Problem to work on.
Sort through the entries below and pull out lines containing the word "hand".

Extracted material.

──────

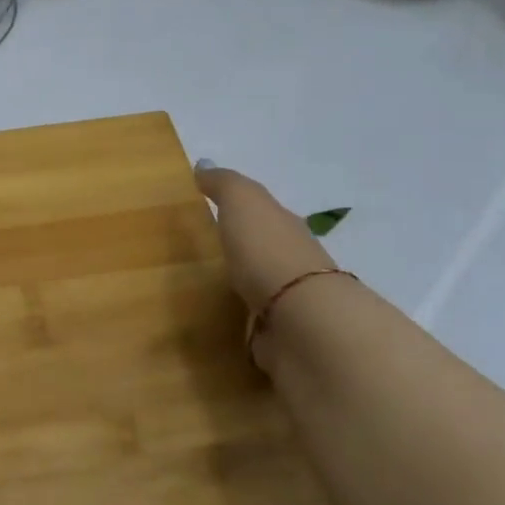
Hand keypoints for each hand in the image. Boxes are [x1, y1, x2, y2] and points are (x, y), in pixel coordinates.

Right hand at [195, 160, 332, 317]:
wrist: (301, 320)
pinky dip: (244, 324)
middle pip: (263, 252)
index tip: (212, 212)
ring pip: (260, 290)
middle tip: (208, 253)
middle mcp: (291, 263)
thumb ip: (223, 184)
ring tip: (208, 292)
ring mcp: (288, 304)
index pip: (262, 215)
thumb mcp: (243, 202)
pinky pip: (256, 326)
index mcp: (284, 227)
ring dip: (243, 290)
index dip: (240, 211)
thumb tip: (203, 165)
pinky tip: (223, 325)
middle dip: (242, 252)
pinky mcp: (279, 340)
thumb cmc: (267, 250)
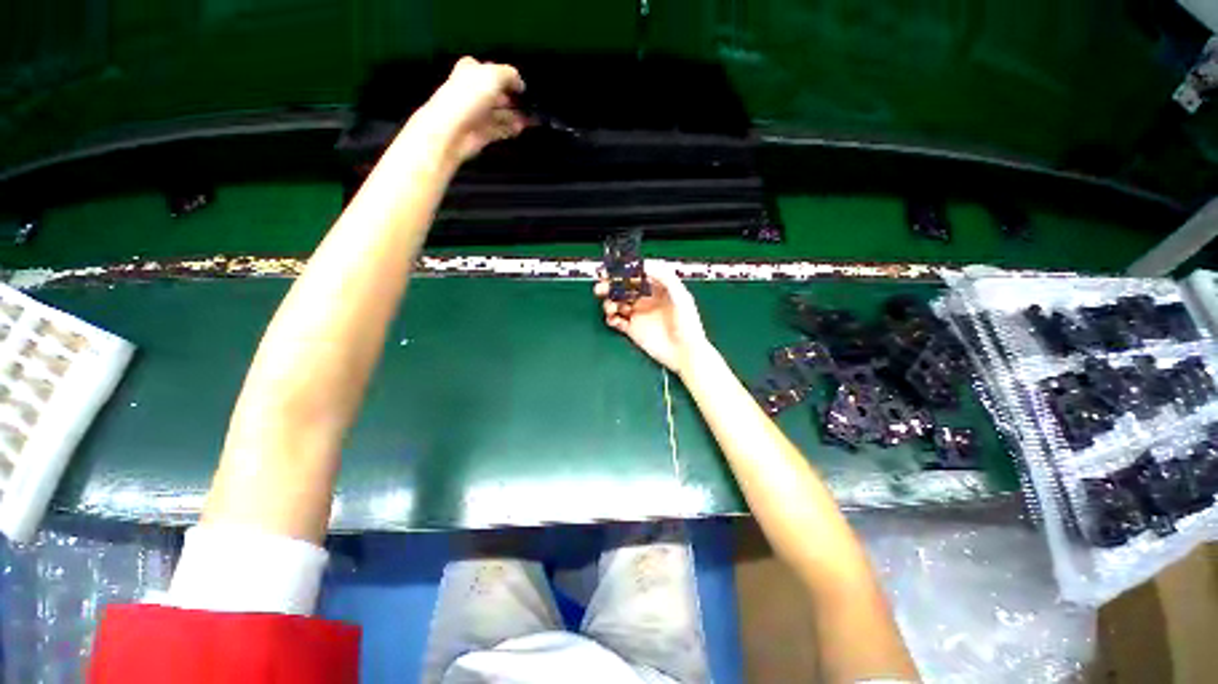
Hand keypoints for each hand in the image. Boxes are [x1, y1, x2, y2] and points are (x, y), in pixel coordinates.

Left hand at [410, 57, 527, 162]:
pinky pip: (499, 130)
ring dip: (515, 116)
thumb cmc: (469, 97)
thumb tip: (520, 84)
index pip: (489, 70)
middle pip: (496, 93)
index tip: (520, 86)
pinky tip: (521, 129)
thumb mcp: (493, 75)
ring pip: (499, 113)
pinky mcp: (481, 134)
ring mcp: (477, 114)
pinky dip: (510, 129)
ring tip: (531, 120)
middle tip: (529, 104)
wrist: (452, 130)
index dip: (505, 76)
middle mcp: (473, 91)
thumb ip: (510, 75)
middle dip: (512, 98)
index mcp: (470, 71)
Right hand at [595, 261, 710, 375]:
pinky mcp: (633, 330)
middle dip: (611, 286)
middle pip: (624, 289)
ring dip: (609, 302)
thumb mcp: (681, 295)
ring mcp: (639, 315)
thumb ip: (665, 277)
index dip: (624, 273)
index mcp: (658, 290)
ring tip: (610, 307)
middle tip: (602, 287)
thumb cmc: (688, 324)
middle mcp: (646, 301)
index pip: (637, 276)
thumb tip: (645, 265)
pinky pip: (616, 321)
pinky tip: (613, 318)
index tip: (613, 271)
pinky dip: (611, 318)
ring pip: (617, 304)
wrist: (684, 353)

──────

Response to this exercise.
Hand keypoints for each hand in the image. Boxes are [x1, y1, x2, y2] and points are (x, y), in pixel coordinates.
Right hand at [195, 160, 332, 317]:
Hand keypoints for each hand in the image. Boxes are [x1, y1, x2, y2] and points are (x, y), in pixel coordinates.
Left hand at [410, 57, 527, 162]:
Right hand at [595, 261, 710, 375]:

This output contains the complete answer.